Determination of the intermolecular potential energy surface for (HCl) 2 from vibration-rotation-tunneling spectra

Abstract

An accurate and detailed semiempirical intermolecular potential energy surface for (HCl)2 has been determined by a direct nonlinear least-squares fit to 33 microwave, far-infrared and near-infrared spectroscopic quantities using the analytical potential model of Bunker et al. [J. Mol. Spectrosc. 146, 200 (1991)] and a rigorous four-dimensional dynamical method (described in the accompanying paper). The global minimum (De=-692 cm-1) is located near the hydrogen-bonded L-shaped geometry (R=3.746 Å, θ1=9°, θ2=89.8°, and φ=180°).
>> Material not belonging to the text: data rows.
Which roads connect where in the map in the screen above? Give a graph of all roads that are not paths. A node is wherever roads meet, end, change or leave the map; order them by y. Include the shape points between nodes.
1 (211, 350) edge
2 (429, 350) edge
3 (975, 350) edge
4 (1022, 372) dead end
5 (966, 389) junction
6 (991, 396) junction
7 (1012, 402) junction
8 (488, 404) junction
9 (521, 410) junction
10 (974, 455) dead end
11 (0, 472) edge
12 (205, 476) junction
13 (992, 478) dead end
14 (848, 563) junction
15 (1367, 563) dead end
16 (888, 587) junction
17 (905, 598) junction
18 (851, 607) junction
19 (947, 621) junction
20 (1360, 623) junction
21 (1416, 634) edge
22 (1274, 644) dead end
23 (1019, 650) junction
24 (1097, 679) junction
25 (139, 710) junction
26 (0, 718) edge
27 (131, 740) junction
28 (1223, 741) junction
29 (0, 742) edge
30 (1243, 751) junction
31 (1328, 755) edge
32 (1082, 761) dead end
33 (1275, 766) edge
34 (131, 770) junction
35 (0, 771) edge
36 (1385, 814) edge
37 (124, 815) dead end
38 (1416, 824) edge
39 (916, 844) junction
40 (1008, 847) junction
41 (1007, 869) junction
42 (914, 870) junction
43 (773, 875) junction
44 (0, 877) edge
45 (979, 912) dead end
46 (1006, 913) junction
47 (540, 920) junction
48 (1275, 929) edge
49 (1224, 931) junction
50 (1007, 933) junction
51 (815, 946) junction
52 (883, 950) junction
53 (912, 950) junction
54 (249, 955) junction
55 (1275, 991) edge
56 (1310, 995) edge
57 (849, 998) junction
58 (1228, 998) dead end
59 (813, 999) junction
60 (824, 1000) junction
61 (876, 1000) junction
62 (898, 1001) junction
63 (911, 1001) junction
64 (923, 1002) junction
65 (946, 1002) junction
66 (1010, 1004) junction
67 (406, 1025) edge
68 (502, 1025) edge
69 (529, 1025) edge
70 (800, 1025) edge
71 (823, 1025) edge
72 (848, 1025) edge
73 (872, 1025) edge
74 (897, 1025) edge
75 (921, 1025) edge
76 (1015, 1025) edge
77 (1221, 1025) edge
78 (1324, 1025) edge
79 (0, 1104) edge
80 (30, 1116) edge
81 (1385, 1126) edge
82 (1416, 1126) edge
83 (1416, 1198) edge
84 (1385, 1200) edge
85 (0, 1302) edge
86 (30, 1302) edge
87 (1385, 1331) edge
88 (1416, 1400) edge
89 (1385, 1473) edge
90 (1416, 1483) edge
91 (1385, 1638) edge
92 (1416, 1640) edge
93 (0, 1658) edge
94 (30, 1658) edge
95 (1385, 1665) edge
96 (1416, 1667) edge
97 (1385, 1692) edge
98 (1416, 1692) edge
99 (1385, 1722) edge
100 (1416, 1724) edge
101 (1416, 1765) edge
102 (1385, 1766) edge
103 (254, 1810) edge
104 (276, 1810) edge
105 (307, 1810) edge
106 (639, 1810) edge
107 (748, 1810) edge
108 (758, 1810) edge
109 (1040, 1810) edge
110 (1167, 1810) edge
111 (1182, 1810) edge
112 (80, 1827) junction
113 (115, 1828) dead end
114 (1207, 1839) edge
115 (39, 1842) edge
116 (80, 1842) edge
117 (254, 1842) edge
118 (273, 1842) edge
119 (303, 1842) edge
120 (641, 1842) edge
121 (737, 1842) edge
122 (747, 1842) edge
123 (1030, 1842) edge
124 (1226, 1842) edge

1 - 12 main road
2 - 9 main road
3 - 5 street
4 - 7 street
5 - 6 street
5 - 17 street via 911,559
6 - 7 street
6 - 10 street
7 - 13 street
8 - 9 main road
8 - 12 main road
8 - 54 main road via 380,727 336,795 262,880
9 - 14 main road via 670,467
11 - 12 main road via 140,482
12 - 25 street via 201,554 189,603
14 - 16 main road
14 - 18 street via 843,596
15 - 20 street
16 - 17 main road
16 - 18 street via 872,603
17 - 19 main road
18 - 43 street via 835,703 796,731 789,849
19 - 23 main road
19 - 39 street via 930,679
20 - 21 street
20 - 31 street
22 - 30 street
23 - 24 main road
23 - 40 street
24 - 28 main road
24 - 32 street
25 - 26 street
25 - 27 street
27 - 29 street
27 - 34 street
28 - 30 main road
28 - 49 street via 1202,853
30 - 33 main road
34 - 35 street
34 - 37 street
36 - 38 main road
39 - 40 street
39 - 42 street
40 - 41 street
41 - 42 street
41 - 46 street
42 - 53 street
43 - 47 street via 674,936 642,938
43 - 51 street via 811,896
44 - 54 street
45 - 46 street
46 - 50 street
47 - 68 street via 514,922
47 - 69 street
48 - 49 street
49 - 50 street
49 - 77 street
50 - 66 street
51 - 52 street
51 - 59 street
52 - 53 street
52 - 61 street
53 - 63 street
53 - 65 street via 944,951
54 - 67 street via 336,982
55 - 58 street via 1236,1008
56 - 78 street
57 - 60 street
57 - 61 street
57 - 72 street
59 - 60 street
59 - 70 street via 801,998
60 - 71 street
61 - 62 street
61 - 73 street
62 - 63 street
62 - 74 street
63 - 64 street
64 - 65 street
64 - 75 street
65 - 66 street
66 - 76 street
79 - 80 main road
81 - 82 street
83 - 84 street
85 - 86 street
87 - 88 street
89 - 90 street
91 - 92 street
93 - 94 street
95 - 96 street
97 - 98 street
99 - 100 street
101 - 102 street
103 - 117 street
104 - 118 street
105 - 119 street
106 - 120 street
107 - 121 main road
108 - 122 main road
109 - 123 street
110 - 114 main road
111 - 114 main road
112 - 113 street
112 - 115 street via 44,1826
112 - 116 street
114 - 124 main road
The marked influence of anisotropic repulsive forces is evidenced in the radial dependence of the donor-acceptor interchange tunneling pathway. The minimum energy pathway in this low barrier (48 cm-1) process involves a contraction of 0.1 Å in the center of mass distance (R) at the C2h symmetry barrier position. The new surface is much more accurate than either the ab initio formulation of Bunker et al. or a previous semiempirical surface [J. Chem. Phys. 78, 6841 (1983)]. © 1995 American Institute of Physics.